START Input data

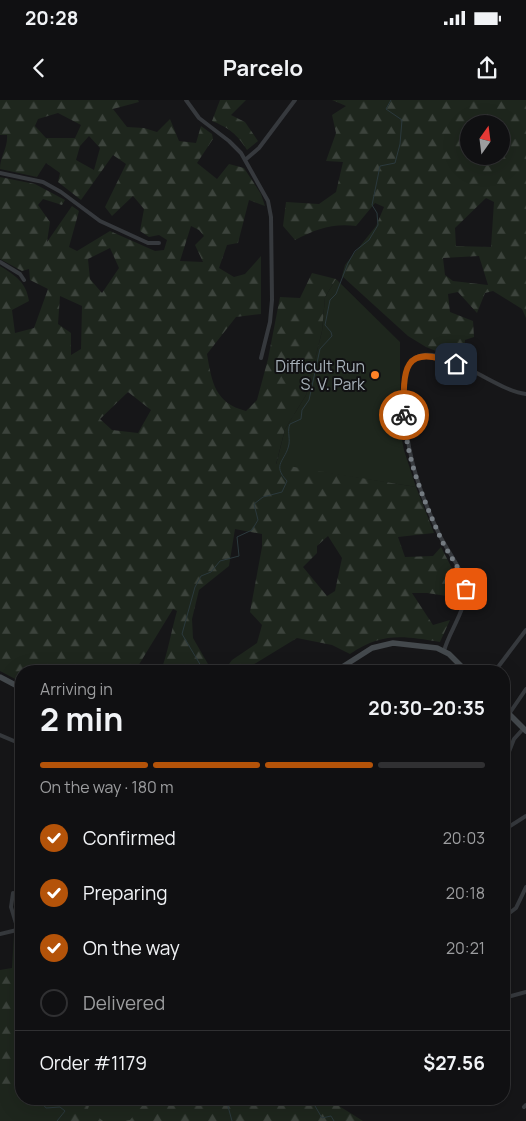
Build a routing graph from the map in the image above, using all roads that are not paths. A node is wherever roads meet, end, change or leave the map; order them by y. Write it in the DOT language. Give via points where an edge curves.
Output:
graph roads {
  1 [pos="186,100"];
  2 [pos="295,100"];
  3 [pos="245,160"];
  4 [pos="0,174"];
  5 [pos="159,243"];
  6 [pos="0,262"];
  7 [pos="24,280"];
  8 [pos="261,358"];
  9 [pos="526,394"];
  10 [pos="526,630"];
  11 [pos="444,651"];
  12 [pos="345,665"];
  13 [pos="459,665"];
  14 [pos="500,665"];
  15 [pos="0,677"];
  16 [pos="15,685"];
  17 [pos="526,689"];
  18 [pos="510,713"];
  19 [pos="510,715"];
  20 [pos="525,730"];
  21 [pos="0,735"];
  22 [pos="15,741"];
  23 [pos="510,749"];
  24 [pos="526,816"];
  25 [pos="510,826"];
  26 [pos="526,888"];
  27 [pos="13,893"];
  28 [pos="510,912"];
  29 [pos="15,918"];
  30 [pos="15,930"];
  31 [pos="0,934"];
  32 [pos="526,992"];
  33 [pos="510,996"];
  1 -- 3 [label="street" via="198,118 229,141"];
  2 -- 3 [label="street" via="260,148"];
  3 -- 8 [label="street" via="262,189 272,217 270,322"];
  4 -- 5 [label="street" via="43,182 100,221 148,243"];
  6 -- 7 [label="street" via="18,272"];
  9 -- 11 [label="street" via="425,355 414,359 406,370 406,441 424,500 466,589"];
  10 -- 14 [label="street"];
  11 -- 12 [label="main road" via="414,644 386,644 365,651"];
  11 -- 13 [label="main road"];
  15 -- 16 [label="main road"];
  17 -- 18 [label="street"];
  19 -- 20 [label="main road"];
  20 -- 23 [label="street" via="514,739"];
  21 -- 22 [label="street"];
  24 -- 25 [label="street"];
  26 -- 28 [label="street" via="516,908"];
  27 -- 29 [label="street" via="11,907"];
  30 -- 31 [label="street"];
  32 -- 33 [label="street"];
}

END Input data

Requirement:
Give back each entry exactly as it appears. Leave pictures out.

Output of the exercise:
Build a routing graph from the map in the image above, using all roads that are not paths. A node is wherever roads meet, end, change or leave the map; order them by y. Write it in the DOT language. Give via points where an edge curves.
Output:
graph roads {
  1 [pos="186,100"];
  2 [pos="295,100"];
  3 [pos="245,160"];
  4 [pos="0,174"];
  5 [pos="159,243"];
  6 [pos="0,262"];
  7 [pos="24,280"];
  8 [pos="261,358"];
  9 [pos="526,394"];
  10 [pos="526,630"];
  11 [pos="444,651"];
  12 [pos="345,665"];
  13 [pos="459,665"];
  14 [pos="500,665"];
  15 [pos="0,677"];
  16 [pos="15,685"];
  17 [pos="526,689"];
  18 [pos="510,713"];
  19 [pos="510,715"];
  20 [pos="525,730"];
  21 [pos="0,735"];
  22 [pos="15,741"];
  23 [pos="510,749"];
  24 [pos="526,816"];
  25 [pos="510,826"];
  26 [pos="526,888"];
  27 [pos="13,893"];
  28 [pos="510,912"];
  29 [pos="15,918"];
  30 [pos="15,930"];
  31 [pos="0,934"];
  32 [pos="526,992"];
  33 [pos="510,996"];
  1 -- 3 [label="street" via="198,118 229,141"];
  2 -- 3 [label="street" via="260,148"];
  3 -- 8 [label="street" via="262,189 272,217 270,322"];
  4 -- 5 [label="street" via="43,182 100,221 148,243"];
  6 -- 7 [label="street" via="18,272"];
  9 -- 11 [label="street" via="425,355 414,359 406,370 406,441 424,500 466,589"];
  10 -- 14 [label="street"];
  11 -- 12 [label="main road" via="414,644 386,644 365,651"];
  11 -- 13 [label="main road"];
  15 -- 16 [label="main road"];
  17 -- 18 [label="street"];
  19 -- 20 [label="main road"];
  20 -- 23 [label="street" via="514,739"];
  21 -- 22 [label="street"];
  24 -- 25 [label="street"];
  26 -- 28 [label="street" via="516,908"];
  27 -- 29 [label="street" via="11,907"];
  30 -- 31 [label="street"];
  32 -- 33 [label="street"];
}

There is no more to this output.